Many organizations, regardless of industry, provide specialized training programs at some point to build new skills and develop their staff.
Training objectives keep development programs on target and ensure employees recognize their importance.
In this post, we'll look at what training objectives are and how to design them, along with some examples to help you properly and effectively train your entire organization.
What are training objectives?
Training objectives are clear, measurable goals for what learners will achieve post-training, guiding content development and effectiveness evaluation. They ensure the training aligns with organizational success.
Also, training objectives are essential components of new employee onboarding processes and may differ by industry or company.
Training That Helps Employees Grow
Components of effective training objectives
The three main components of training objectives are performance, condition, and criteria. Each of these training components identifies individual aspects of the overall employee training program.
Here are some questions that need to be answered when establishing objectives for employee training: What will employees learn? How will you deliver learning materials? Which metrics are being measured?
1. Performance
What are you hoping employees take away from their training? Is your training designed to upskill or reskill employees? Knowing the expected outcome of training is the first step in developing training objectives.
2. Condition
How will the employees learn? What learning materials will they be given and in what timeframe? Training objectives should contain specific details of the training program. Think about where your training will be offered, what employees are eligible for which materials, and what the deadlines are for completing certain programs.
3. Criteria
How will you measure employee training? Make sure all employee training objectives have a key performance indicator for checking it was successful. Without this measurable component, it will be hard to judge if your objectives were all met.
Before you sit down to write out your training objectives, take a look at your employee development goals. Do they reflect your vision of how you want your training program to run? Does it speak to the intended result of a well-run program?
If not, write your training objectives in this fashion and make sure it serves as a template for all of your training processes.
Now let’s discuss the steps to write specific learning objectives that answer how your goal will be accomplished.

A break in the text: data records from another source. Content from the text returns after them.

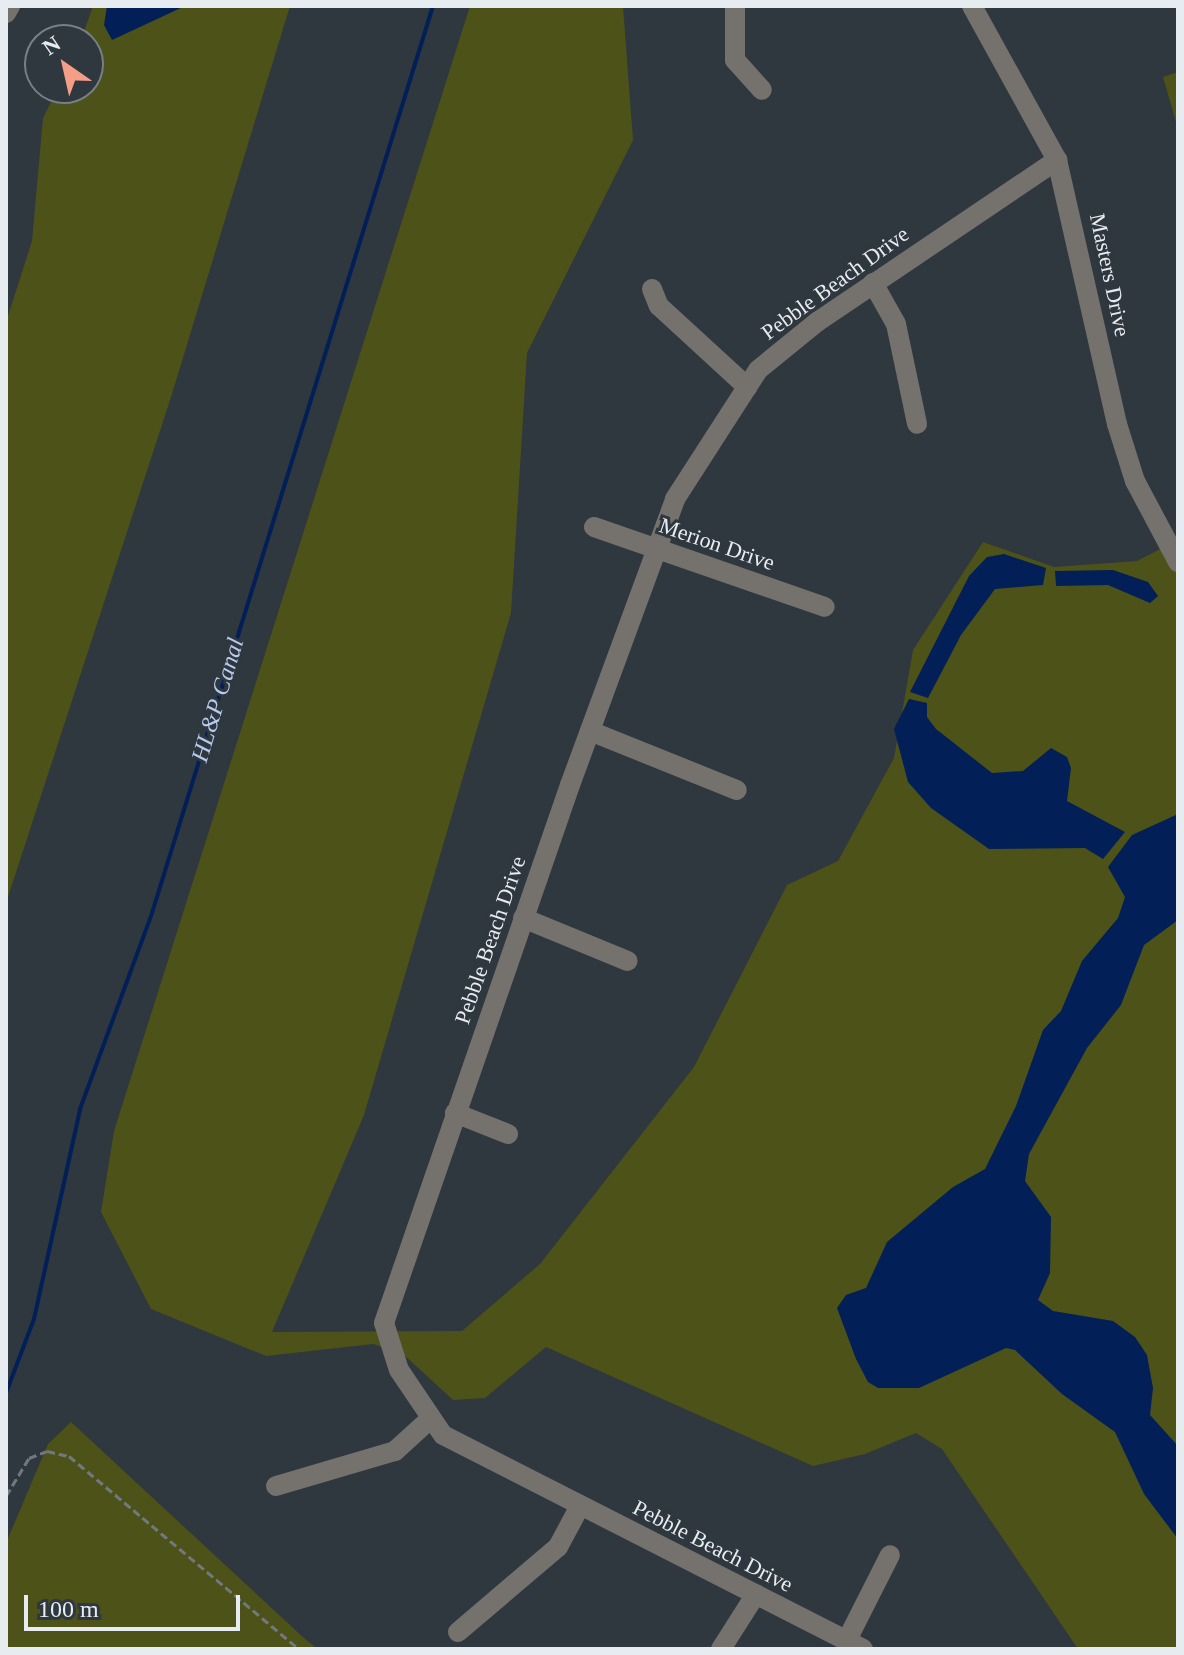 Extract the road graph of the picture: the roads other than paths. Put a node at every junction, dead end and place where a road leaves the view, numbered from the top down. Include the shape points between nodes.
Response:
1 (10, 6) edge
2 (735, 6) edge
3 (972, 6) edge
4 (6, 13) edge
5 (762, 90) dead end
6 (1057, 160) junction
7 (873, 283) junction
8 (652, 289) dead end
9 (747, 387) junction
10 (917, 424) dead end
11 (594, 527) dead end
12 (658, 549) junction
13 (1178, 562) edge
14 (825, 607) dead end
15 (590, 731) junction
16 (737, 790) dead end
17 (523, 918) junction
18 (628, 961) dead end
19 (455, 1113) junction
20 (508, 1134) dead end
21 (430, 1419) junction
22 (276, 1486) dead end
23 (580, 1506) junction
24 (890, 1555) dead end
25 (756, 1594) junction
26 (458, 1632) dead end
27 (855, 1644) edge
28 (721, 1649) edge

1 - 4 street
2 - 5 street via 735,60
3 - 6 street, Masters Drive
6 - 7 street, Pebble Beach Drive
6 - 13 street, Masters Drive via 1117,424 1135,481
7 - 9 street, Pebble Beach Drive via 781,351
7 - 10 street via 896,324
8 - 9 street via 659,306
9 - 12 street, Pebble Beach Drive via 675,499
11 - 12 street, Merion Drive
12 - 14 street, Merion Drive
12 - 15 street, Pebble Beach Drive
15 - 16 street
15 - 17 street, Pebble Beach Drive
17 - 18 street
17 - 19 street, Pebble Beach Drive
19 - 20 street
19 - 21 street, Pebble Beach Drive via 384,1323 399,1370
21 - 22 street via 395,1451
21 - 23 street, Pebble Beach Drive via 443,1435
23 - 25 street, Pebble Beach Drive
23 - 26 street via 558,1547
24 - 27 street
25 - 27 street, Pebble Beach Drive
25 - 28 street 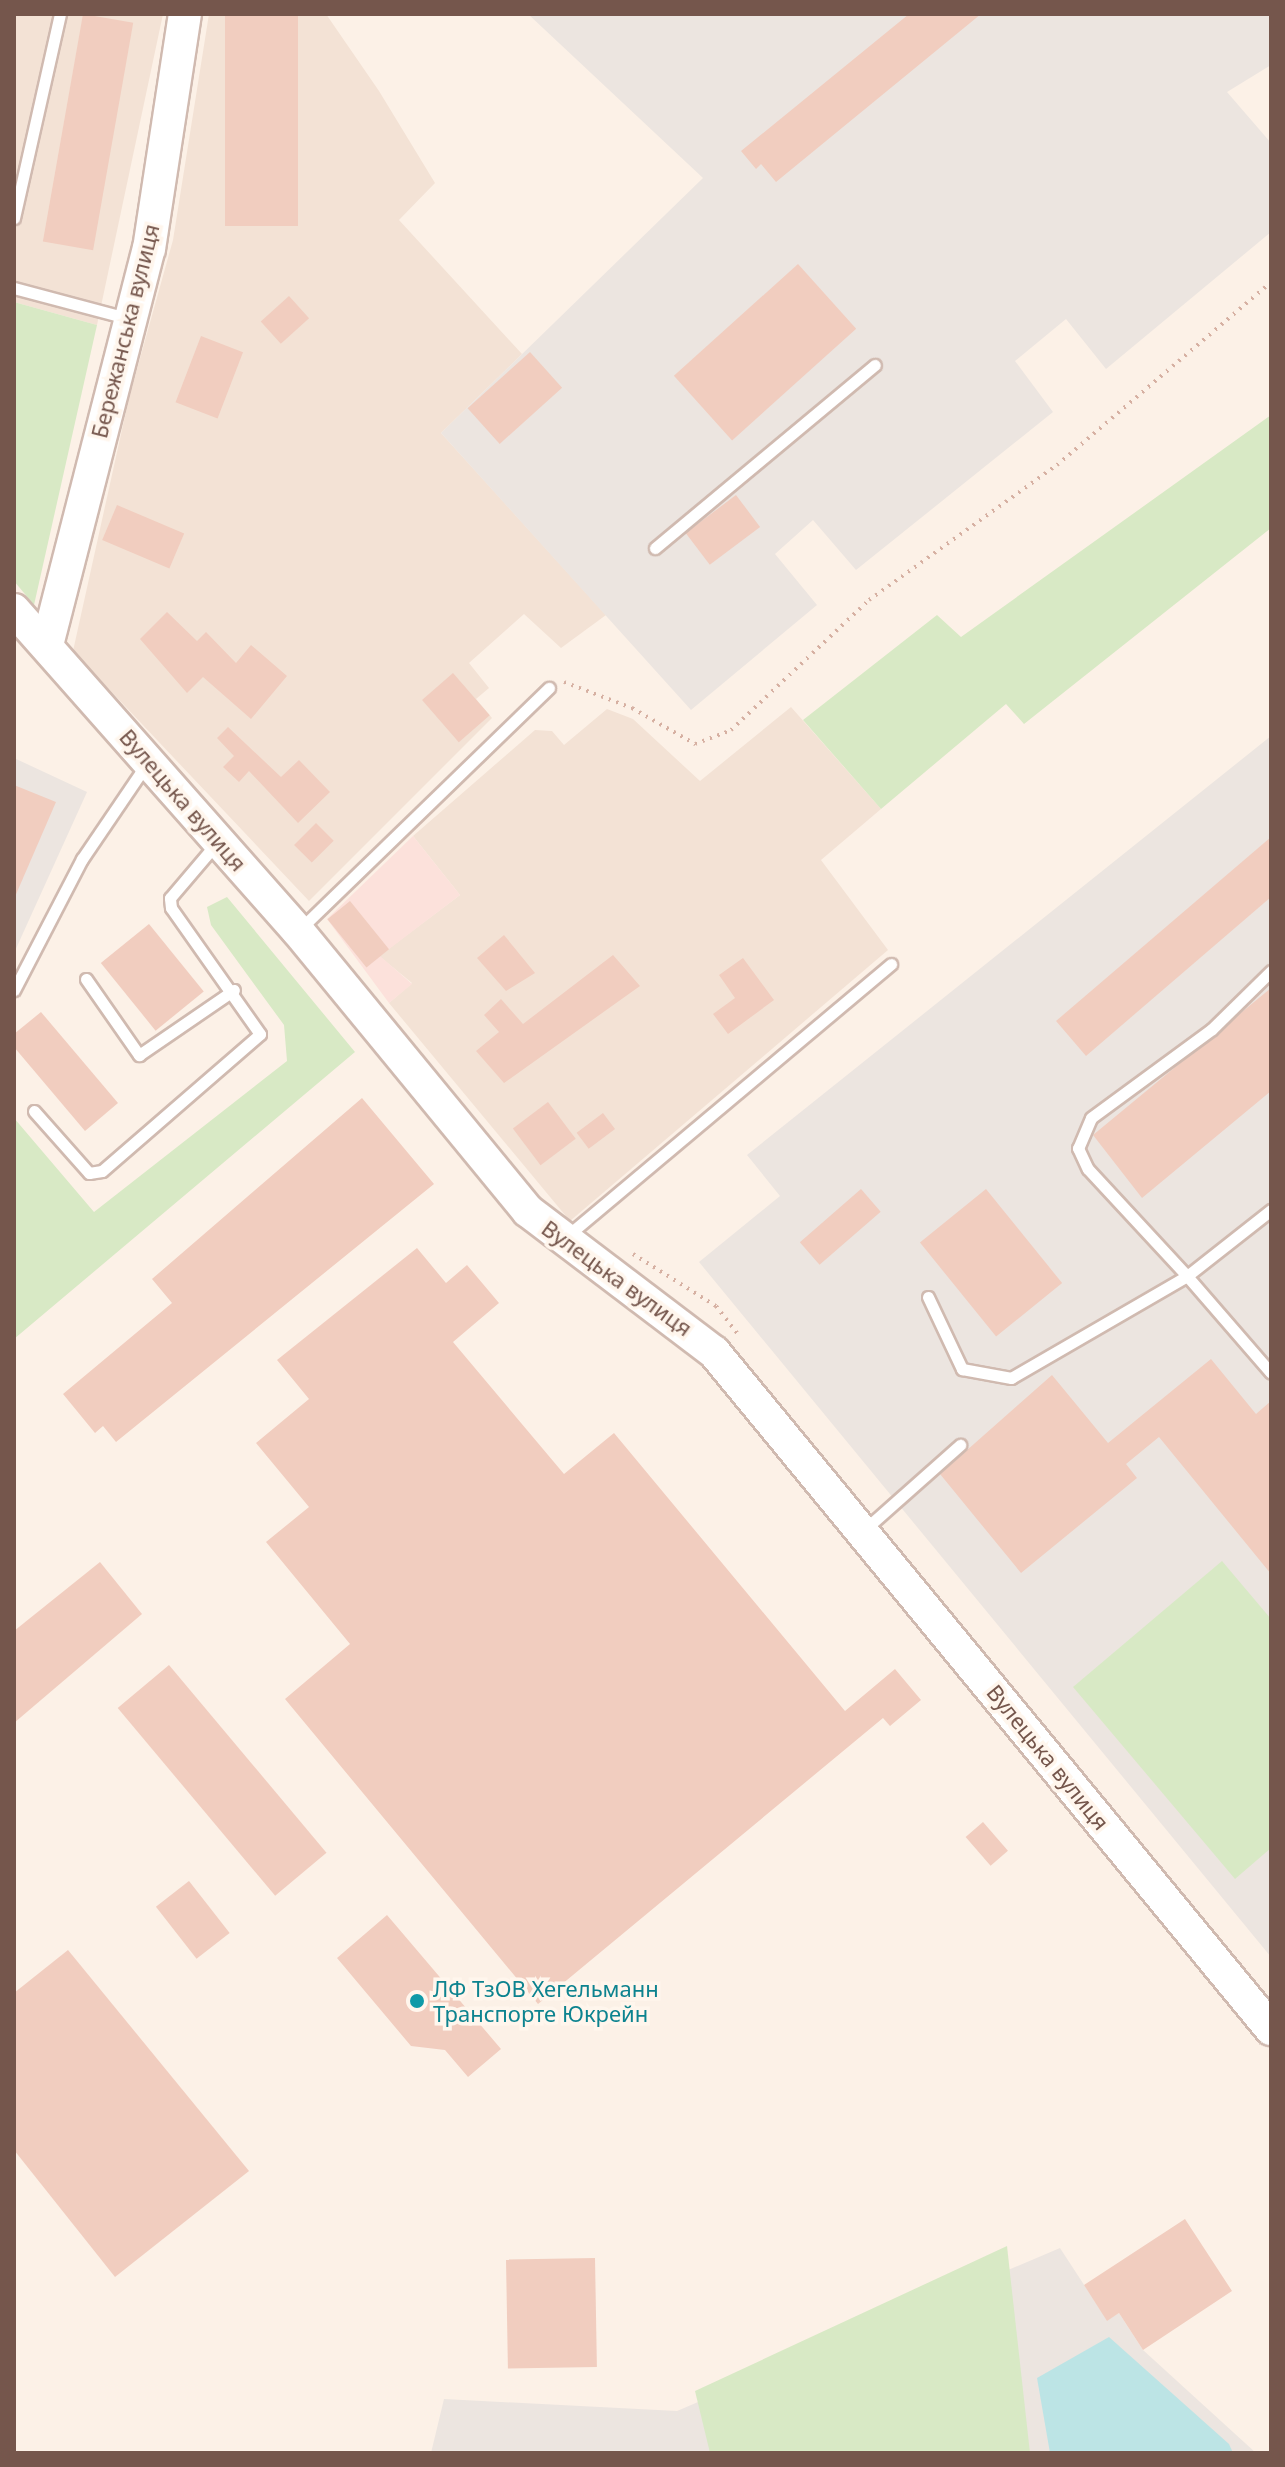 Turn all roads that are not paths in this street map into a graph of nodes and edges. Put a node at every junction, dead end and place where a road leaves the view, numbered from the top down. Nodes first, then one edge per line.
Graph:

[FREE DOWNLOAD: Training Objectives: Set SMART Goals]
How to write training objectives for employees
Effective training objectives for employees are structured around the outcomes of employee training. They need to revolve around business OKRs while also providing employees with the knowledge and skills to improve their job performance.
Here are the 5 steps to creating training objectives for team members:
- Decide on the number of training objectives
- Craft objectives based on employee skill level
- Training objectives need KPIs
- Use action verbs to correlate success
- Analyze your training objectives
Step #1: Decide on the number of training objectives
Before you begin actually writing your training objectives, you need to establish how many will suit your employee training needs. Some suggest a number like six as being a good number of training objectives to aim for but, you could have three or even twelve objectives.
What’s more important is keeping in mind your various audiences. Write training objectives for each audience. For example, you are an enterprise-level company that trains external users and internal employees. So you would need to write objectives geared toward:
- Stakeholders
- Full-time employees
- Facilitators
- Contractors
- Team Leads
Step # 2: Craft objectives based on employee skill level
If your training program is geared toward all levels of employees then a person just starting out their career will need different training than a seasoned veteran. With this in mind, craft learning objectives based on varying degrees of curriculum and material needed per employee level.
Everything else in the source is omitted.